In both study arms, the majority of patients enrolled to date have been found to be free of tumor at 3 months by clinical and OCT examination. “The study is ongoing, but the current numbers indicate that 9 out of 10 superficial and nodular BCCs are free of tumor at 3-12 months after the last treatment,” Dr. Zachary said. The standard-treatment arm, where tissue was treated to a gray color with tissue contraction, generally resulted in more blistering and tissue necrosis with prolonged healing, compared with the Low and Slow–controlled hyperthermia arm. BCC lesions treated in the controlled hyperthermia arm had a lilac gray color with “a surprising increase” in the Doppler blood flow rate, compared with those in the standard-treatment arm, he noted.

“Blood flow following the standard technique is dramatically reduced immediately post treatment, which accounts in part for the frequent ulceration and slow healing in that group,” Dr. Zachary said.

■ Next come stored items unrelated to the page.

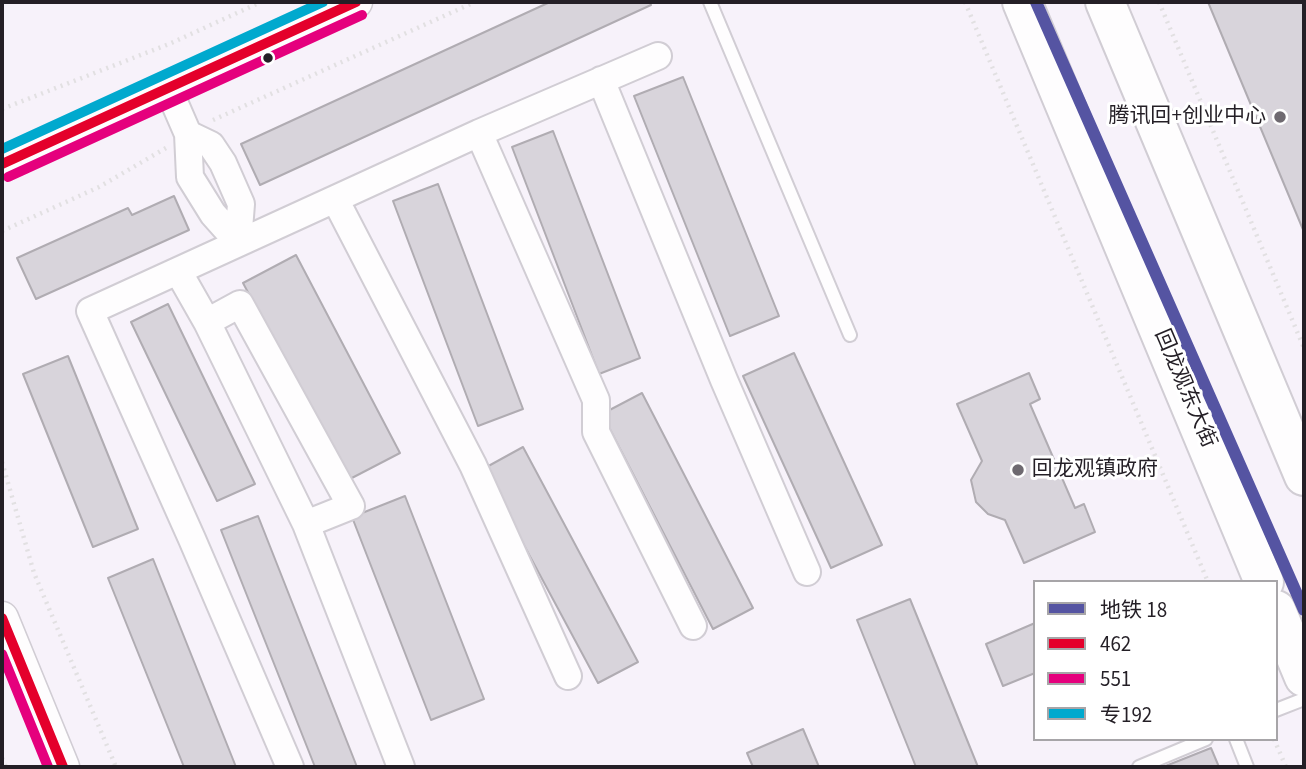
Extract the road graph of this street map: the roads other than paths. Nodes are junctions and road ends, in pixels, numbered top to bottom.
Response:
1 (356, 2) edge
2 (710, 2) edge
3 (1022, 2) edge
4 (1105, 2) edge
5 (658, 56) dead end
6 (601, 80) junction
7 (168, 88) junction
8 (479, 133) junction
9 (188, 134) junction
10 (2, 164) edge
11 (335, 199) junction
12 (238, 242) junction
13 (177, 271) junction
14 (207, 322) junction
15 (850, 335) dead end
16 (1304, 476) edge
17 (306, 524) junction
18 (807, 572) dead end
19 (1263, 580) edge
20 (1278, 615) edge
21 (2, 618) edge
22 (694, 626) dead end
23 (568, 676) dead end
24 (1304, 677) edge
25 (1304, 699) edge
26 (1278, 709) edge
27 (1201, 741) edge
28 (1237, 741) edge
29 (63, 767) edge
30 (290, 767) edge
31 (401, 767) edge
32 (1139, 767) edge
33 (1247, 767) edge

1 - 7 street
2 - 15 lane
3 - 19 main road, 回龙观东大街
4 - 16 main road
5 - 6 street
6 - 8 street
6 - 18 street
7 - 9 street
7 - 10 street
8 - 11 street
8 - 22 street
9 - 12 street
9 - 12 street
11 - 12 street
11 - 23 street
12 - 13 street
13 - 14 street
13 - 30 street
14 - 17 street
14 - 17 street
17 - 31 street
20 - 24 main road
21 - 29 street
25 - 26 lane
27 - 32 lane
28 - 33 lane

He acknowledged certain limitations of the study, including its relatively small sample size and the fact that the optimal treatment parameters of the Low and Slow technique have yet to be realized. “It could be that we will achieve better results at 50º C for 70 seconds or similar,” he said. “While this technique will not in any way reduce the great benefits of Mohs surgery for complex BCCs, it will benefit those with simpler superficial and nodular BCCs, particularly in those who are not good surgical candidates.”

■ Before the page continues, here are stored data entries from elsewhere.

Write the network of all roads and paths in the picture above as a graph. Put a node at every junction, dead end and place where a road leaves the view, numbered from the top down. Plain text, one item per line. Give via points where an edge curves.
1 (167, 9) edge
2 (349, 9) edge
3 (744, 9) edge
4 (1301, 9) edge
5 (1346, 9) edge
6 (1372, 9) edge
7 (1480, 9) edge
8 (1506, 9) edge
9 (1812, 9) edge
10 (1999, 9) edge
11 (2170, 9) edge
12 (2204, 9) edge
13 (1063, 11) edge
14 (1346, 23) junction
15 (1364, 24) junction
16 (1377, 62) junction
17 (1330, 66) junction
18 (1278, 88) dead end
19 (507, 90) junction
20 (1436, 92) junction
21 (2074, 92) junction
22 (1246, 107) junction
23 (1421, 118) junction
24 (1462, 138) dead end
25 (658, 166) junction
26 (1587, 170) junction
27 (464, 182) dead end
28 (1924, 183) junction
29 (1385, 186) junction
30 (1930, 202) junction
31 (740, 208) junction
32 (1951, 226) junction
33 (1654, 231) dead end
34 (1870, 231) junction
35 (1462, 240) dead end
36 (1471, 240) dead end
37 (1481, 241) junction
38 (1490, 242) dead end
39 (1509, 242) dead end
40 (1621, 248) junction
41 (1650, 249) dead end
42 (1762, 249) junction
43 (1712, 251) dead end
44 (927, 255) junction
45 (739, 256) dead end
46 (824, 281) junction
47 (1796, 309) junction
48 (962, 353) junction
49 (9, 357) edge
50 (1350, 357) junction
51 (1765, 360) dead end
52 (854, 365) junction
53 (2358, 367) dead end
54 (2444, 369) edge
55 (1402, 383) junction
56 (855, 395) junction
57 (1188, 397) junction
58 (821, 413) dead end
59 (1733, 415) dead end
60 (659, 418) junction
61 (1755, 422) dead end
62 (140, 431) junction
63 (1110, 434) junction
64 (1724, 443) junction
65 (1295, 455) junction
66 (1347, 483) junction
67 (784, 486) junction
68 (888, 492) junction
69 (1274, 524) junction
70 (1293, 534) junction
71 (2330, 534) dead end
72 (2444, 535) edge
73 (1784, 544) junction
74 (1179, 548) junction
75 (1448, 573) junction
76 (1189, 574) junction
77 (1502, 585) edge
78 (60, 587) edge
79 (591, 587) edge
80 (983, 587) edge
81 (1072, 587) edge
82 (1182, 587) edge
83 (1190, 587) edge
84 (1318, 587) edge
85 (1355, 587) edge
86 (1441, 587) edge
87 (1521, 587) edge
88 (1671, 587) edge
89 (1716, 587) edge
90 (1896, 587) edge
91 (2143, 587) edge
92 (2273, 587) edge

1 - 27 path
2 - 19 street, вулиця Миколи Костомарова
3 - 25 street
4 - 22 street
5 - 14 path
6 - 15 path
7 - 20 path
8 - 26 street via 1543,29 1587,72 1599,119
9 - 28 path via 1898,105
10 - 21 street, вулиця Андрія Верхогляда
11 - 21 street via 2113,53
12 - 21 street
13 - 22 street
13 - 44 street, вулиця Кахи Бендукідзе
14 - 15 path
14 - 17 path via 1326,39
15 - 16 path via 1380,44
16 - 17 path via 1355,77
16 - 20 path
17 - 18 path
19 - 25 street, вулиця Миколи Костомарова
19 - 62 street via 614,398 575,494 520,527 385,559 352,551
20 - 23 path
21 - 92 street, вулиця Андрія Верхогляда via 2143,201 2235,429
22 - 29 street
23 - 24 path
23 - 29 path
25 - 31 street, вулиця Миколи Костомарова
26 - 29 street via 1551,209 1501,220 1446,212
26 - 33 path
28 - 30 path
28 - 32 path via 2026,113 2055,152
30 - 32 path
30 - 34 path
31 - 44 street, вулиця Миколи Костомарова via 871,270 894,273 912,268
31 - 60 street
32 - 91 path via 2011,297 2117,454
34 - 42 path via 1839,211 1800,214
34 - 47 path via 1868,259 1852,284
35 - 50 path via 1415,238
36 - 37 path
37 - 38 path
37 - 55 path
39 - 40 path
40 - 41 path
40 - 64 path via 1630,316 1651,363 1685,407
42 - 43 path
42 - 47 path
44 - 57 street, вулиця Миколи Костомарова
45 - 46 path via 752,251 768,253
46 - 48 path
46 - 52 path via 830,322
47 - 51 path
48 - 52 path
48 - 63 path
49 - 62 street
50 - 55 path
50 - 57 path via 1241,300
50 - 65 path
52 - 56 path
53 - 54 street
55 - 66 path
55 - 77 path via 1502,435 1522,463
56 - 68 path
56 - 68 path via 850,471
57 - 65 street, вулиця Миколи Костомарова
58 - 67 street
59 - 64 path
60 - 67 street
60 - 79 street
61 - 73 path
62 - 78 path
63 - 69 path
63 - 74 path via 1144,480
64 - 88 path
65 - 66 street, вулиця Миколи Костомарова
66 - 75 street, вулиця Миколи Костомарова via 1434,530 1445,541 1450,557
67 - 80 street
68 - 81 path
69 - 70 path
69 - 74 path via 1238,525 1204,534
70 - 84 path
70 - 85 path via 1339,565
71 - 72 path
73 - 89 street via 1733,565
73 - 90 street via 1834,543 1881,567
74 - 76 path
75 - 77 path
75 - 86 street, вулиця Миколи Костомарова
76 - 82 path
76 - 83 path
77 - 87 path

As an aside, Dr. Zachary supports the increased use of OCT scanners to improve the ability to diagnose and assess the lateral and deep margins of skin cancers. “I think that all dermatology residents should understand how to use these devices,” he said. “I’m convinced they are going to be useful in their clinical practice in the future.”

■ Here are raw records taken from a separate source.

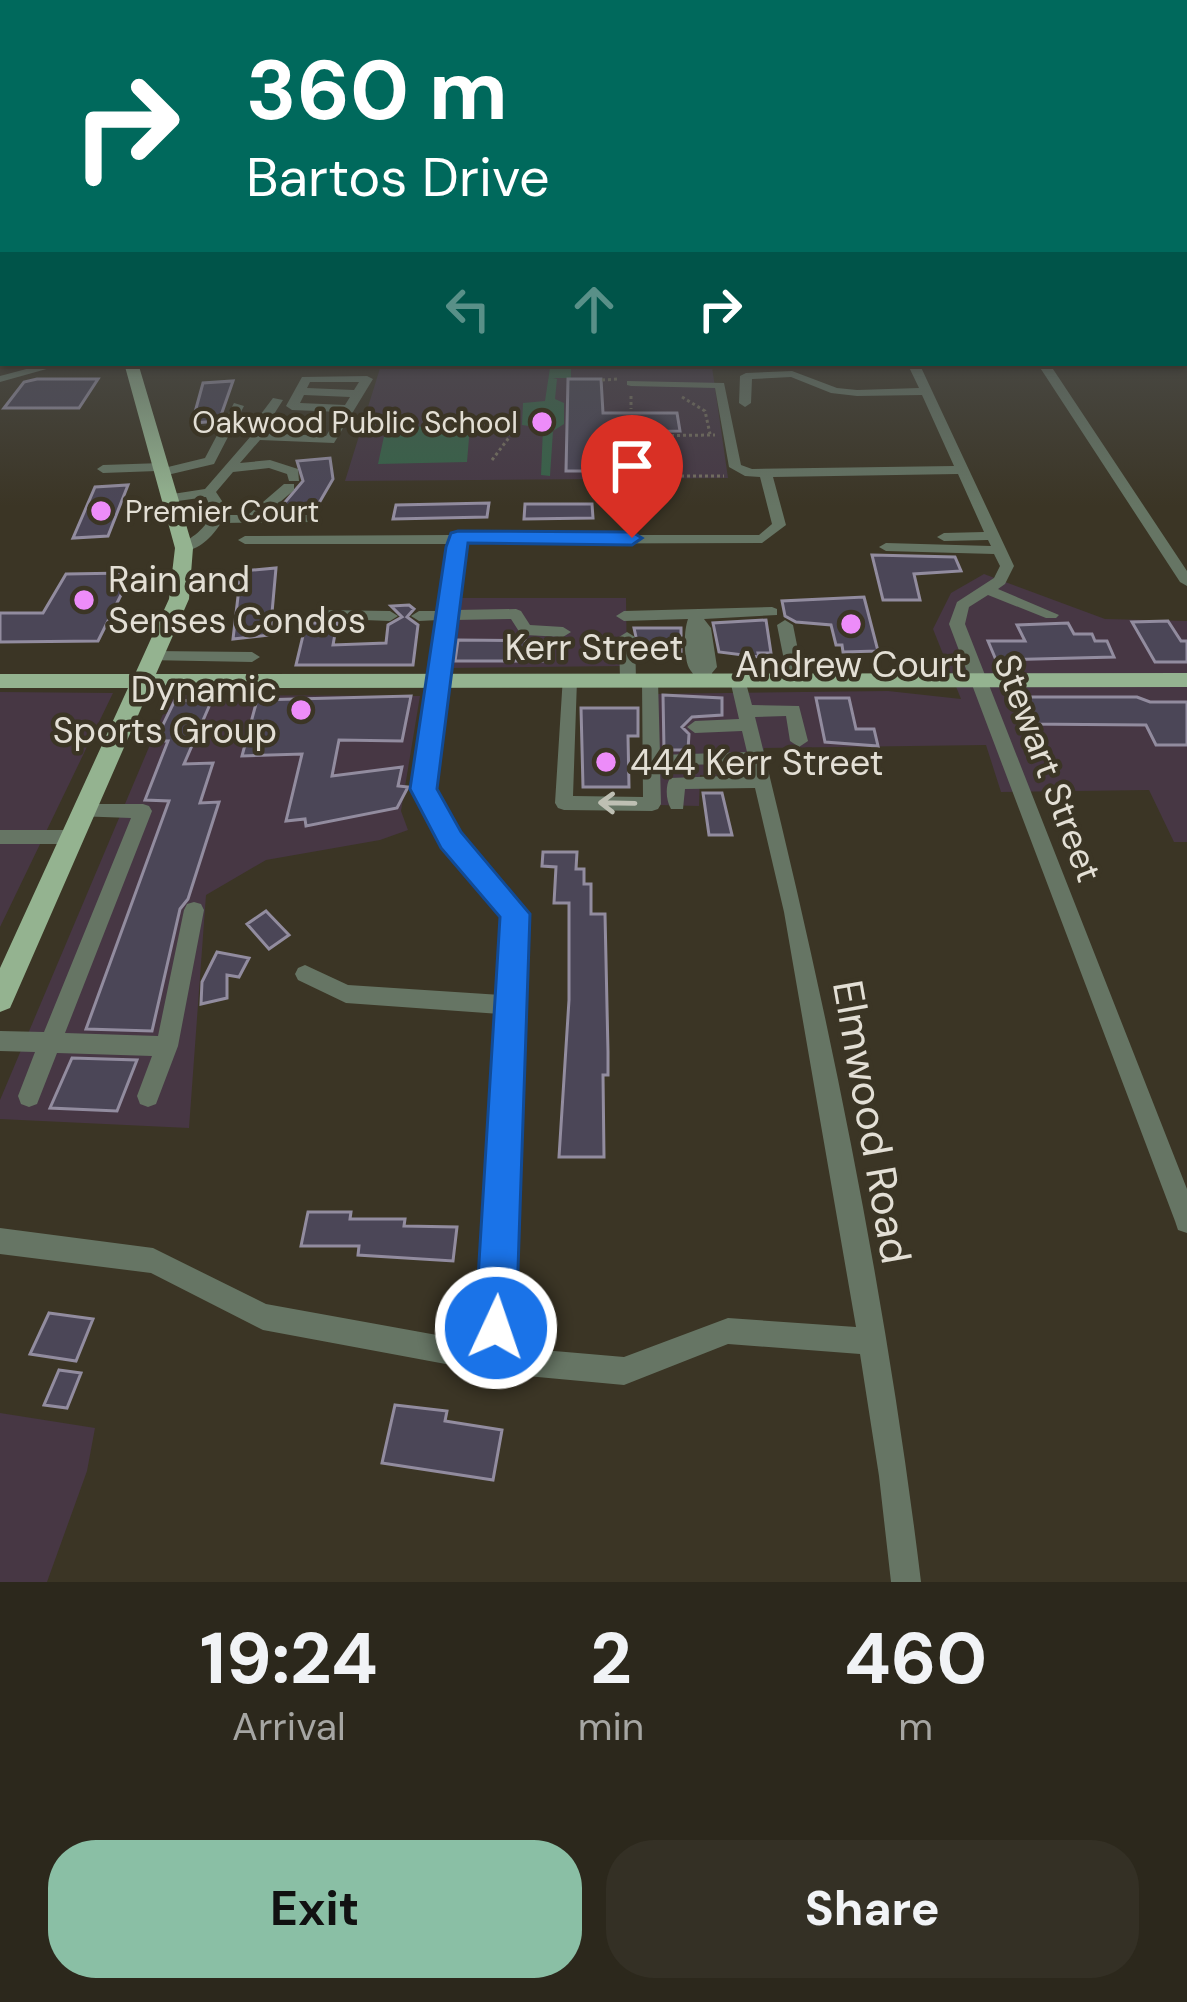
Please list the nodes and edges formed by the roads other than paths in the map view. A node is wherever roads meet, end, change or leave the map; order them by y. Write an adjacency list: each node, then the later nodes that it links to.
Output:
1 (50, 366): 5 (street)
2 (132, 366): 15 (main road)
3 (914, 366): 7 (street)
4 (1044, 366): 29 (street)
5 (0, 379)
6 (631, 383): 17 (street)
7 (926, 391): 9 (street); 16 (street)
8 (295, 396): 11 (street); 11 (street); 12 (street)
9 (746, 403)
10 (238, 406): 15 (street)
11 (351, 409): 12 (street)
12 (257, 436): 13 (street)
13 (233, 468): 18 (street); 21 (street)
14 (103, 469): 15 (street)
15 (162, 470): 19 (main road)
16 (962, 470): 17 (street); 26 (street)
17 (766, 476): 23 (street)
18 (209, 492): 19 (street); 20 (street)
19 (171, 498): 28 (main road)
20 (218, 513): 21 (street); 28 (street)
21 (255, 513): 22 (street)
22 (307, 519)
23 (458, 537): 25 (street); 32 (street)
24 (944, 537): 26 (street)
25 (245, 540)
26 (996, 543): 27 (street); 31 (street, Stewart Street)
27 (886, 547)
28 (184, 548): 41 (main road)
29 (1182, 566): 30 (street)
30 (1187, 582)
31 (988, 590): 33 (street); 49 (street, Stewart Street)
32 (446, 615): 36 (street); 39 (street); 44 (street)
33 (1051, 615)
34 (316, 616): 35 (street)
35 (390, 616)
36 (419, 616)
37 (624, 616): 38 (street)
38 (696, 618): 43 (street); 48 (street)
39 (562, 632)
40 (627, 638): 46 (street)
41 (153, 656): 42 (street); 52 (main road)
42 (252, 657)
43 (705, 676): 46 (main road, Kerr Street); 47 (main road, Kerr Street)
44 (436, 680): 45 (main road, Kerr Street); 52 (main road, Kerr Street); 64 (street)
45 (568, 680): 46 (main road, Kerr Street); 46 (street, one-way to 45)
46 (639, 680)
47 (738, 680): 48 (main road, Kerr Street); 53 (street, Elmwood Road)
48 (796, 680): 49 (main road, Kerr Street)
49 (980, 680): 50 (main road, Kerr Street); 70 (street, Stewart Street)
50 (1187, 680)
51 (0, 681): 52 (main road, Kerr Street)
52 (141, 683): 59 (main road)
53 (747, 718): 54 (street); 55 (street); 57 (street, Elmwood Road)
54 (694, 727)
55 (799, 741)
56 (666, 760): 57 (street)
57 (757, 770): 58 (street); 72 (street, Elmwood Road)
58 (677, 804)
59 (75, 824): 60 (street); 63 (main road); 66 (street)
60 (0, 837)
61 (194, 910): 67 (street)
62 (305, 974): 64 (street)
63 (0, 999)
64 (511, 1006): 73 (street)
65 (0, 1041): 66 (street)
66 (53, 1042): 67 (street); 68 (street)
67 (167, 1046): 69 (street)
68 (29, 1096)
69 (148, 1096)
70 (1187, 1221)
71 (0, 1241): 73 (street)
72 (871, 1341): 73 (street); 74 (street, Elmwood Road)
73 (494, 1359)
74 (905, 1582)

Keith L. Duffy, MD, who was asked to comment on the work, said that the study demonstrates novel ways to use existing and developing technologies in dermatology and highlights the intersection of aesthetic, surgical, and medical dermatology. “CHAMP is promising as shown by the data in the abstract and I am eager to see the final results of the study with an eye toward final cure rate and cosmesis,” said Dr. Duffy, associate professor of dermatology at the University of Utah, Salt Lake City.

“In my estimation, this technology will need to prove to be superior in one or both of these parameters in order to be considered a first- or second-line therapy,” he added. “My practice for these types of basal cell carcinomas is a simple one pass of curettage with aluminum chloride or pressure for hemostasis. The healing is fast, the cosmesis is excellent, and the cure rate is more than 90% for this simple in-office destruction. However, for those with access to this technology and proficiency with its use, CHAMP may become a viable alternative to our existing destructive methods. I look forward to seeing the published results of this multicenter trial.”

This study is being funded by Michelson Diagnostics. Sciton provided the long-pulsed 1,064-nm lasers devices being used in the trial. Neither Dr. Zachary nor Dr. Duffy reported having relevant disclosures.